We may love Mel B, Mel C, Victoria Beckham and Emma Bunton more than a cool gin and tonic on a warm summer’s day, but it could be said that Geri Halliwell – with her trademark hair, Union Jack dress and staunch feminist beliefs – was the ultimate Spice Girl.
Which is why, when Halliwell suddenly quit the band in the middle of their 1998 world tour, she positively shattered the hearts of Spice Girls fans everywhere – including Prince Charles, who wrote to her saying: “The group will not be the same without you.” Really.
Now, 19 years after her sudden departure, Halliwell (now Horner) has apologised to fans.
It all kicked off 31 May, when a fan account tweeted a compilation video of headlines about Horner’s disappearance from the tour.
“19 years ago today, it was announced that @GeriHalliwell had left the Spice Girls in the middle of their world tour,” the footage was captioned.
It wasn’t long before Horner spotted the tweet in her news feed (they did tag her in it, after all).
Rather than ignoring it, she decided to respond with a heartfelt message of her own, writing: “I’m sorry about that… everything works out in the end, that’s what my mum says! X.”
And her few words seem to have done the trick.
Yup, while her departure was seriously big news back in the Nineties, even the most fervent of fans appear willing to forgive all these years later.
You're forgiven darling 😘 ❤️ although for many of us, it was our first heartbreak and a very sad day 😢. Love ya! ✌🏻💙❤️— Spice Girls LatAm (@sgfcla) June 1, 2017
Everything happens 4 a reason. I think u and the girls have a tighter friendship now. And it gave us your amazing solo career.— Rafael Martínez (@RafaMartinezL) June 1, 2017
Geri honey, don't apologize you did what you had to do. Of course i was very heartbroken and felt empty😢 but you're still here 😘Love U G❤💋— Yolanda Liebregts (@Raptor_Maid) May 31, 2017
But, naturally, there were still a few people out there who refused to accept her apology.

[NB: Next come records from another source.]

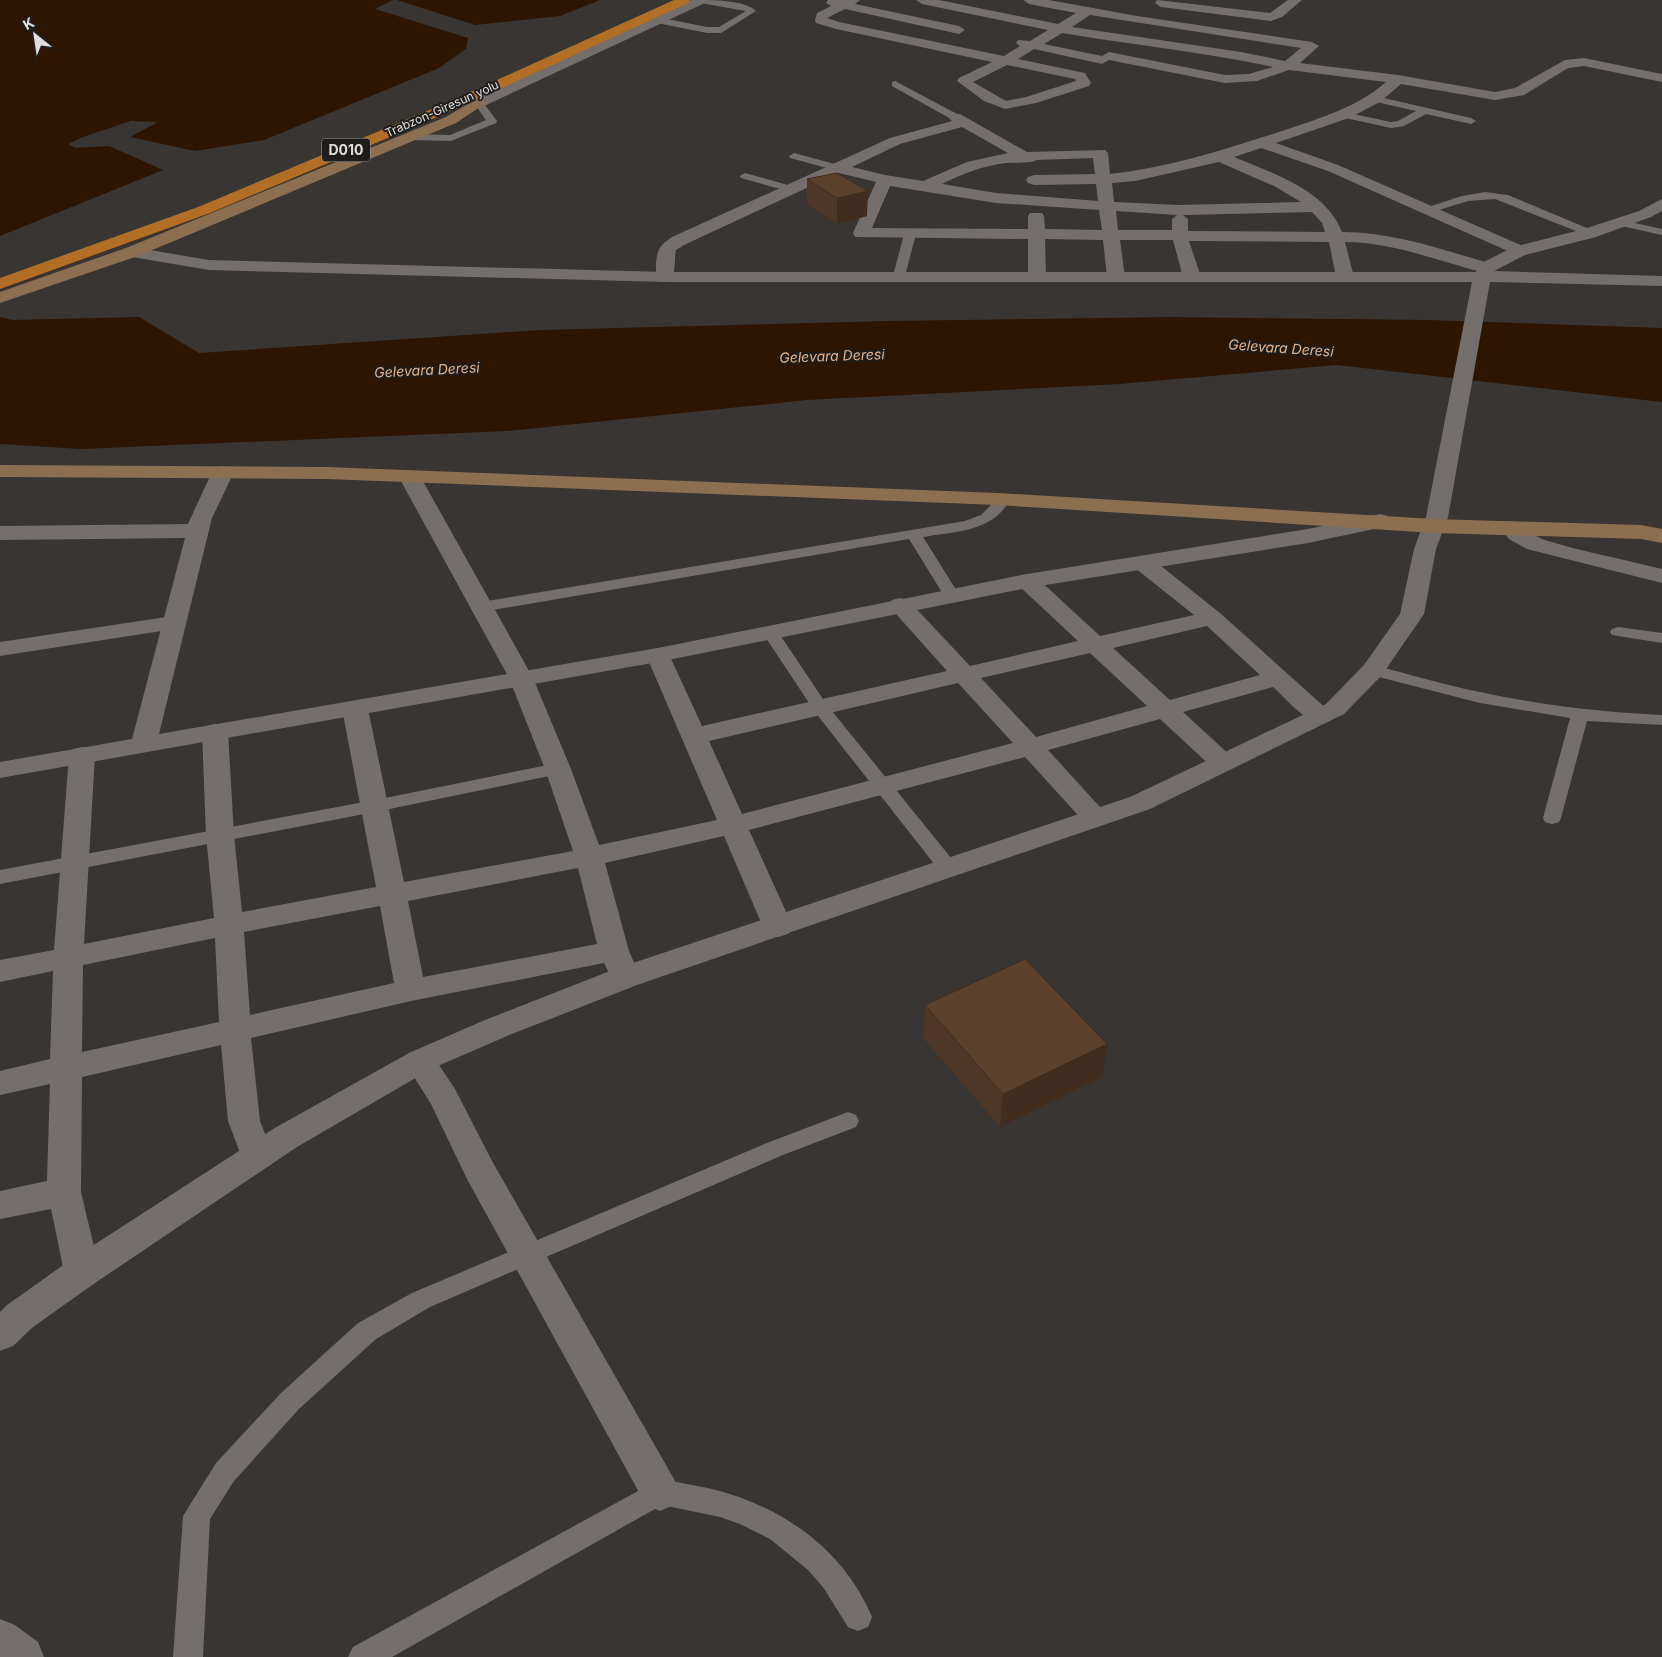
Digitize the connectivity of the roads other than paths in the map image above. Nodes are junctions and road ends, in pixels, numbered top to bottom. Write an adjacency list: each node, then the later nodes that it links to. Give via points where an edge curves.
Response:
1 (684, 0): 32 (highway, Trabzon-Giresun yolu / D010)
2 (701, 0): 12 (street); 12 (lane, via 752,11 721,30)
3 (818, 0): 7 (street)
4 (922, 0): 9 (street)
5 (1296, 0): 8 (street, via 1271,17)
6 (1034, 1): 10 (street); 11 (street)
7 (847, 2): 14 (street); 26 (street, via 821,16 821,20)
8 (1159, 5): 13 (street); 16 (street)
9 (960, 9): 11 (street); 14 (street)
10 (1087, 11): 13 (street); 15 (street)
11 (1007, 19): 15 (street)
12 (657, 20): 32 (street)
13 (1137, 20): 18 (street); 20 (street)
14 (930, 24): 17 (street)
15 (1063, 27): 20 (street); 22 (street)
16 (1278, 27)
17 (976, 34)
18 (1253, 37): 23 (street); 24 (street)
19 (1325, 37): 23 (street)
20 (1125, 40): 24 (street); 25 (street)
21 (1013, 41): 22 (street)
22 (1032, 45): 25 (street); 26 (street)
23 (1312, 46): 27 (street)
24 (1241, 56): 27 (street)
25 (1105, 58): 27 (street, via 1240,80); 28 (street)
26 (1008, 60): 28 (street); 34 (street, via 964,81)
27 (1287, 66): 30 (street)
28 (1080, 76): 34 (street, via 1084,84)
29 (1662, 78): 30 (street, via 1584,62 1565,64 1519,92 1495,96)
30 (1398, 79): 33 (street)
31 (895, 84): 38 (lane)
32 (476, 99): 66 (main road, via 451,120); 76 (highway, Trabzon-Giresun yolu / D010)
33 (1375, 99): 35 (lane); 36 (street)
34 (1005, 105): 38 (street)
35 (1425, 110): 36 (lane, via 1400,124 1391,125); 39 (lane)
36 (1344, 115): 40 (street)
37 (389, 116): 67 (highway, Trabzon-Giresun yolu / D010, via 215,192)
38 (968, 116): 42 (street); 44 (street, via 895,141)
39 (1471, 121)
40 (1262, 144): 43 (street); 56 (street, via 1334,168)
41 (794, 156): 44 (lane)
42 (1029, 157): 46 (street, via 1100,154); 48 (street); 49 (street, via 972,165)
43 (1221, 157): 46 (street, via 1168,171); 54 (street, via 1278,183)
44 (838, 168): 47 (street); 50 (street)
45 (745, 176): 50 (lane)
46 (1104, 179): 48 (street); 53 (street)
47 (885, 180): 49 (street); 60 (street, via 861,233)
48 (1034, 180): 51 (street)
49 (926, 186): 51 (street)
50 (791, 189): 68 (street, via 678,240 668,248)
51 (1036, 202): 53 (street); 62 (street)
52 (1662, 204): 57 (street)
53 (1108, 206): 55 (street); 61 (street)
54 (1316, 207): 55 (street); 64 (street, via 1330,222)
55 (1179, 210): 63 (street)
56 (1429, 210): 59 (lane, via 1480,195 1493,195); 65 (street)
57 (1621, 223): 58 (lane); 59 (street)
58 (1662, 232)
59 (1590, 233): 65 (street)
60 (910, 234): 62 (street); 69 (lane)
61 (1111, 234): 62 (street); 63 (street); 73 (street)
62 (1037, 235): 70 (street)
63 (1180, 237): 64 (street); 71 (street)
64 (1334, 237): 72 (street); 74 (street, via 1382,239)
65 (1519, 251): 74 (street)
66 (132, 252): 68 (street, via 209,264); 76 (main road)
67 (0, 271)
68 (665, 276): 69 (street)
69 (899, 276): 70 (street)
70 (1037, 276): 73 (street)
71 (1192, 276): 72 (street); 73 (street)
72 (1345, 276): 74 (street)
73 (1116, 277)
74 (1483, 278): 75 (street); 82 (street)
75 (1662, 281)
76 (2, 293)
77 (0, 471): 78 (main road)
78 (224, 472): 79 (main road); 84 (street)
79 (413, 478): 80 (main road); 93 (street)
80 (998, 499): 81 (main road); 86 (lane, via 996,510 978,522)
81 (1380, 521): 82 (main road); 88 (street)
82 (1436, 522): 83 (main road); 102 (street, via 1424,549 1412,614)
83 (1511, 528): 87 (main road, via 1642,532); 89 (street, via 1535,544)
84 (198, 531): 85 (street); 95 (street)
85 (0, 533)
86 (913, 534): 91 (lane); 93 (lane)
87 (1662, 536)
88 (1143, 563): 90 (street); 94 (street)
89 (1662, 576)
90 (1027, 581): 91 (street); 99 (street)
91 (952, 596): 92 (street)
92 (900, 605): 96 (street); 103 (street)
93 (481, 607): 104 (street)
94 (1212, 618): 99 (street); 105 (street)
95 (173, 623): 100 (street); 114 (street)
96 (770, 632): 101 (street); 107 (lane)
97 (1618, 632): 98 (lane)
98 (1662, 638)
99 (1096, 645): 103 (street); 108 (street)
100 (0, 649)
101 (658, 655): 104 (street); 113 (street)
102 (1372, 670): 109 (lane, via 1443,690); 110 (street, via 1335,709)
103 (964, 675): 107 (street); 115 (street)
104 (520, 678): 106 (street); 118 (street)
105 (1278, 678): 108 (street); 110 (street)
106 (355, 708): 112 (street); 121 (street)
107 (822, 708): 113 (street); 120 (lane)
108 (1166, 709): 115 (street); 117 (street)
109 (1580, 714): 111 (lane, via 1623,720); 123 (lane)
110 (1320, 716): 117 (street)
111 (1662, 720)
112 (215, 732): 114 (street); 125 (street)
113 (694, 736): 124 (street)
114 (143, 745): 116 (street)
115 (1030, 747): 120 (street); 122 (street)
116 (82, 755): 119 (street); 127 (street)
117 (1223, 763): 122 (street, via 1140,803)
118 (558, 769): 121 (lane); 126 (street)
119 (0, 770)
120 (882, 786): 124 (street); 128 (lane)
121 (375, 806): 125 (lane); 130 (street)
122 (1096, 818): 128 (street)
123 (1552, 818)
124 (734, 825): 126 (street); 132 (street)
125 (220, 835): 127 (lane); 131 (street)
126 (589, 857): 130 (street); 134 (street)
127 (75, 862): 129 (lane); 133 (street)
128 (949, 869): 132 (street)
129 (0, 877)
130 (392, 895): 131 (street); 136 (street)
131 (229, 925): 133 (street); 137 (street)
132 (778, 927): 134 (street)
133 (68, 958): 135 (street); 139 (street)
134 (620, 964): 136 (street); 138 (street, via 496,1028)
135 (0, 971)
136 (411, 990): 137 (street)
137 (235, 1031): 139 (street); 142 (street, via 244,1121)
138 (420, 1061): 142 (street); 145 (street, via 444,1098)
139 (66, 1068): 140 (street); 143 (street)
140 (0, 1082)
141 (848, 1121): 145 (lane, via 774,1149)
142 (257, 1157): 146 (street)
143 (64, 1192): 144 (street); 146 (street)
144 (0, 1205)
145 (527, 1255): 148 (street); 152 (lane, via 421,1300 367,1331 290,1401 225,1472 197,1516)
146 (82, 1272): 147 (street, via 20,1316)
147 (0, 1335)
148 (660, 1492): 149 (lane, via 720,1504 753,1516 784,1533 829,1573); 153 (lane)
149 (858, 1617)
150 (0, 1640): 151 (street)
151 (23, 1657)
152 (188, 1657)
153 (363, 1657)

The Spice Girls formed in 1994 and their first hit single, Wannabe, hit the airwaves in 1996, launching them to superstardom: it was the highest-ever single debut by a British band in the USA, beating the previous record set by The Beatles with I Want To Hold Your Hand – and they continued to dominate the charts from there (there’s a reason Nelson Mandela called them his “heroes”, you know).
In 1998, Horner announced her departure from the group, stating, “Sadly I would like to confirm that I have left the Spice Girls.
“This is because of differences between us. I’m sure the group will continue to be successful and I wish them all the best.”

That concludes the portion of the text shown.